══ Data provided

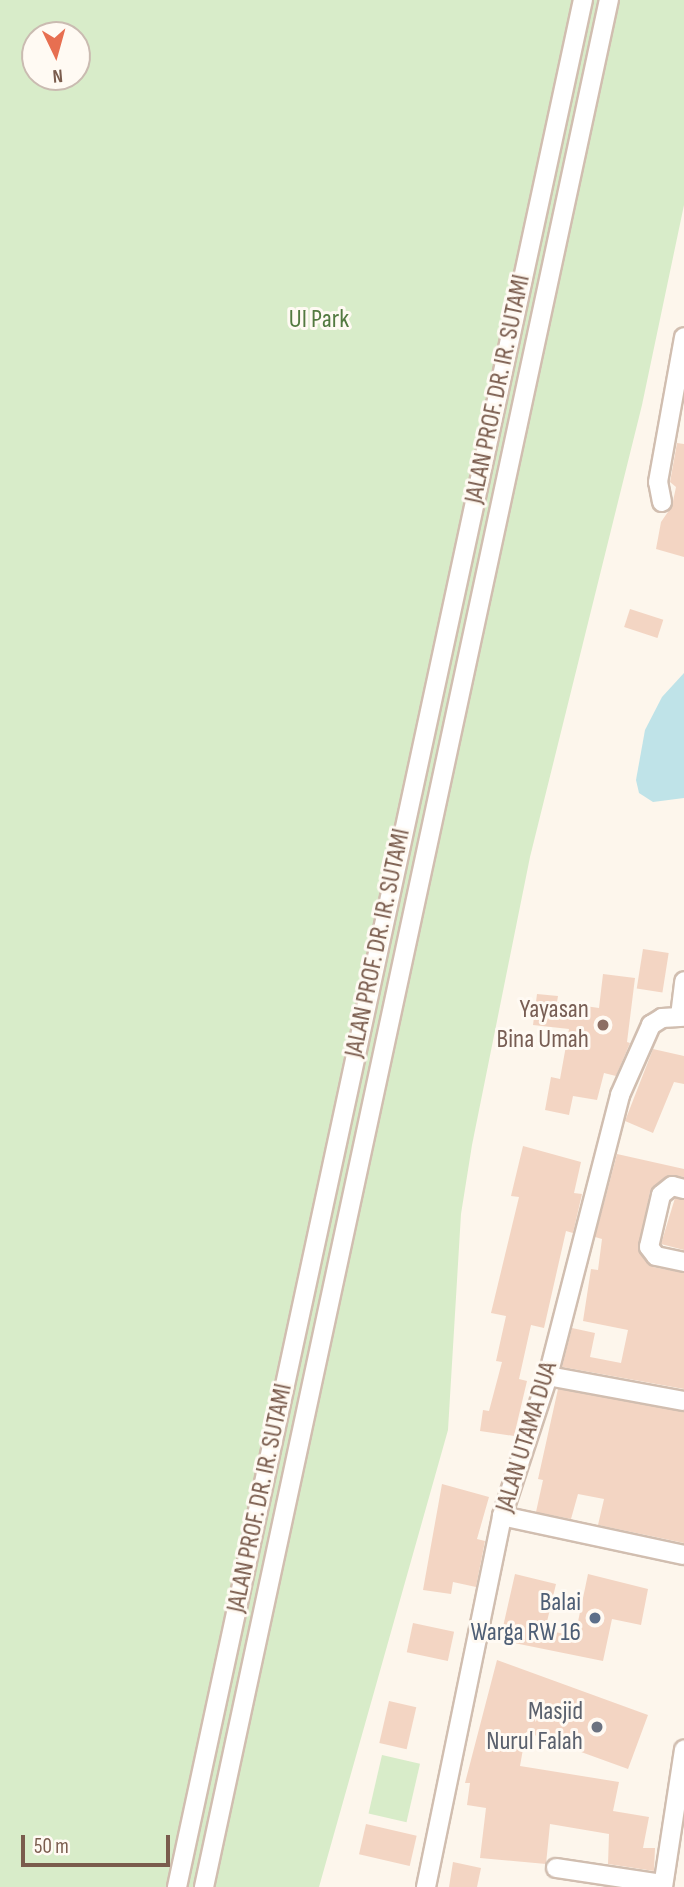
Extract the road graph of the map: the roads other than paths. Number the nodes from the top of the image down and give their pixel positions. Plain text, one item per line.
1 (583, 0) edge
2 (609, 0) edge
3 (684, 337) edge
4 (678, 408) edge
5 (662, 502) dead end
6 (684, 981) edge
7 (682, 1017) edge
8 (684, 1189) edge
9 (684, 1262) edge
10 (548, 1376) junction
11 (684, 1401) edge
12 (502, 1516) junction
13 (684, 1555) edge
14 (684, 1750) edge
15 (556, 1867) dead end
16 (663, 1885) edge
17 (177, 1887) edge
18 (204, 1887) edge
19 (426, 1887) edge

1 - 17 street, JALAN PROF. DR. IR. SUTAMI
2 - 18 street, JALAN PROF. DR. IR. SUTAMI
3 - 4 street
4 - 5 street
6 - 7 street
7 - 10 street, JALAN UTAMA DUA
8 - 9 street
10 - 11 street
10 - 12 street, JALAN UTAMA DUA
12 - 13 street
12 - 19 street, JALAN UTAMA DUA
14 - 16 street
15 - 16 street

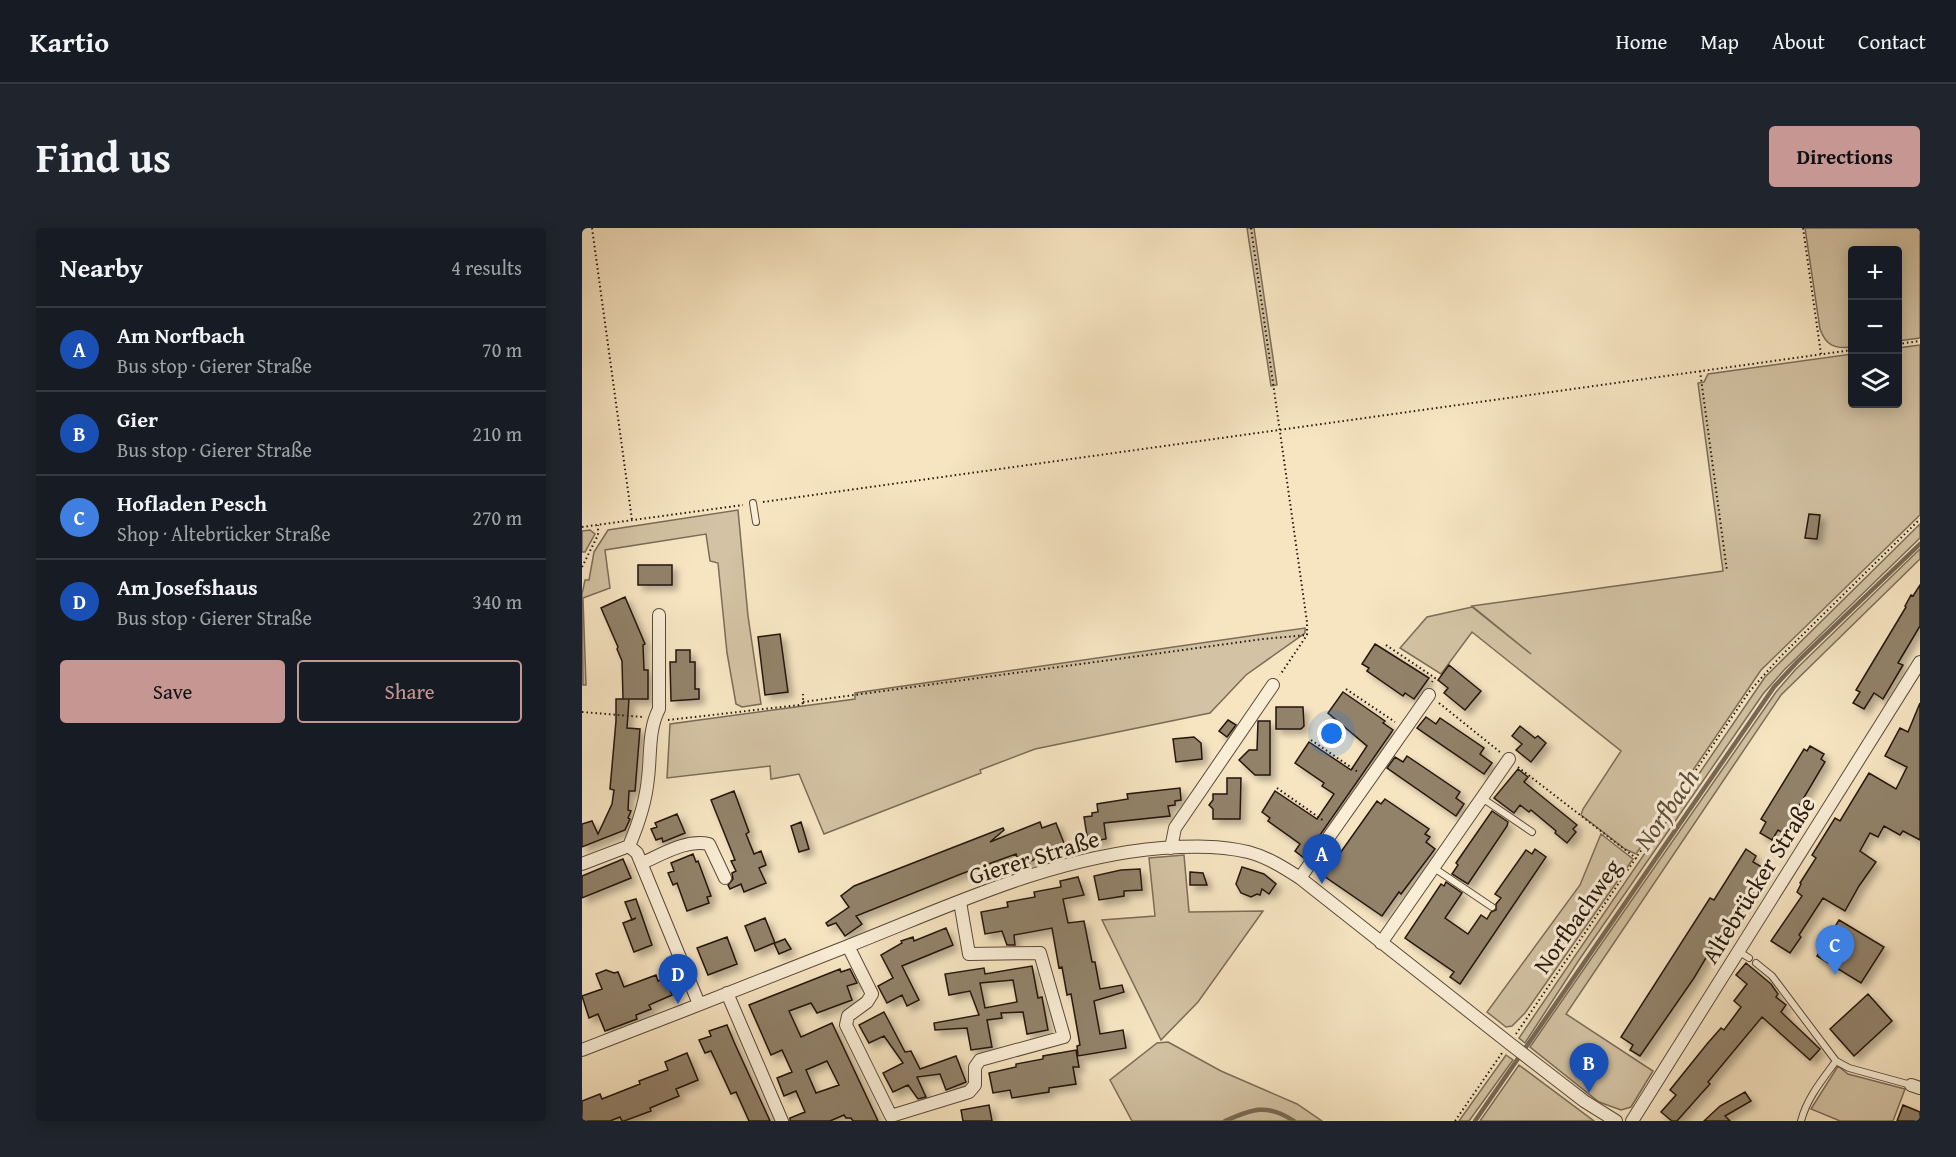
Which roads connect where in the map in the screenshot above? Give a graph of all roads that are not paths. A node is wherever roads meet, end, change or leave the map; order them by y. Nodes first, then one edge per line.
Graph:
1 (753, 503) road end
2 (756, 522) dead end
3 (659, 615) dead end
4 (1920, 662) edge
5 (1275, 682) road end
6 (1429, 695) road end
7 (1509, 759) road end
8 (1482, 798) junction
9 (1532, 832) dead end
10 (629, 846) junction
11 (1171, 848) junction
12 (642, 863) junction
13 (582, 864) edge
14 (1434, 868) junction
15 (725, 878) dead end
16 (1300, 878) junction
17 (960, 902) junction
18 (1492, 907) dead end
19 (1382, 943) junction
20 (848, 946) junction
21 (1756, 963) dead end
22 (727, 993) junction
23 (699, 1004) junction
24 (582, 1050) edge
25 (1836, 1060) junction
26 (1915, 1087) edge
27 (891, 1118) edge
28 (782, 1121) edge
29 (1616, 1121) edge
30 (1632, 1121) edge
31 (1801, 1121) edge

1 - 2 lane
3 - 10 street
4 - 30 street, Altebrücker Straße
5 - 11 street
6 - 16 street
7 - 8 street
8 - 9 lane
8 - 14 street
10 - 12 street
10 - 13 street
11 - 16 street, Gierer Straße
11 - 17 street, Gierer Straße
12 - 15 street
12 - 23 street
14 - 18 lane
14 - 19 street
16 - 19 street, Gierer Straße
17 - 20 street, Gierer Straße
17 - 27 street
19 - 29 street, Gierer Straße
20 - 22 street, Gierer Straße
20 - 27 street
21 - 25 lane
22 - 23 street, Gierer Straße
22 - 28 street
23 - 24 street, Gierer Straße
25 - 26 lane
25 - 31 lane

════

Work instructions:
Once the pictures are set aside, retype the rest of the listing exactly.

Finished task:
Extract the road graph of the map: the roads other than paths. Number the nodes from the top of the image down and give their pixel positions. Plain text, one item per line.
1 (583, 0) edge
2 (609, 0) edge
3 (684, 337) edge
4 (678, 408) edge
5 (662, 502) dead end
6 (684, 981) edge
7 (682, 1017) edge
8 (684, 1189) edge
9 (684, 1262) edge
10 (548, 1376) junction
11 (684, 1401) edge
12 (502, 1516) junction
13 (684, 1555) edge
14 (684, 1750) edge
15 (556, 1867) dead end
16 (663, 1885) edge
17 (177, 1887) edge
18 (204, 1887) edge
19 (426, 1887) edge

1 - 17 street, JALAN PROF. DR. IR. SUTAMI
2 - 18 street, JALAN PROF. DR. IR. SUTAMI
3 - 4 street
4 - 5 street
6 - 7 street
7 - 10 street, JALAN UTAMA DUA
8 - 9 street
10 - 11 street
10 - 12 street, JALAN UTAMA DUA
12 - 13 street
12 - 19 street, JALAN UTAMA DUA
14 - 16 street
15 - 16 street

Which roads connect where in the map in the screenshot above? Give a graph of all roads that are not paths. A node is wherever roads meet, end, change or leave the map; order them by y. Nodes first, then one edge per line.
Graph:
1 (753, 503) road end
2 (756, 522) dead end
3 (659, 615) dead end
4 (1920, 662) edge
5 (1275, 682) road end
6 (1429, 695) road end
7 (1509, 759) road end
8 (1482, 798) junction
9 (1532, 832) dead end
10 (629, 846) junction
11 (1171, 848) junction
12 (642, 863) junction
13 (582, 864) edge
14 (1434, 868) junction
15 (725, 878) dead end
16 (1300, 878) junction
17 (960, 902) junction
18 (1492, 907) dead end
19 (1382, 943) junction
20 (848, 946) junction
21 (1756, 963) dead end
22 (727, 993) junction
23 (699, 1004) junction
24 (582, 1050) edge
25 (1836, 1060) junction
26 (1915, 1087) edge
27 (891, 1118) edge
28 (782, 1121) edge
29 (1616, 1121) edge
30 (1632, 1121) edge
31 (1801, 1121) edge

1 - 2 lane
3 - 10 street
4 - 30 street, Altebrücker Straße
5 - 11 street
6 - 16 street
7 - 8 street
8 - 9 lane
8 - 14 street
10 - 12 street
10 - 13 street
11 - 16 street, Gierer Straße
11 - 17 street, Gierer Straße
12 - 15 street
12 - 23 street
14 - 18 lane
14 - 19 street
16 - 19 street, Gierer Straße
17 - 20 street, Gierer Straße
17 - 27 street
19 - 29 street, Gierer Straße
20 - 22 street, Gierer Straße
20 - 27 street
21 - 25 lane
22 - 23 street, Gierer Straße
22 - 28 street
23 - 24 street, Gierer Straße
25 - 26 lane
25 - 31 lane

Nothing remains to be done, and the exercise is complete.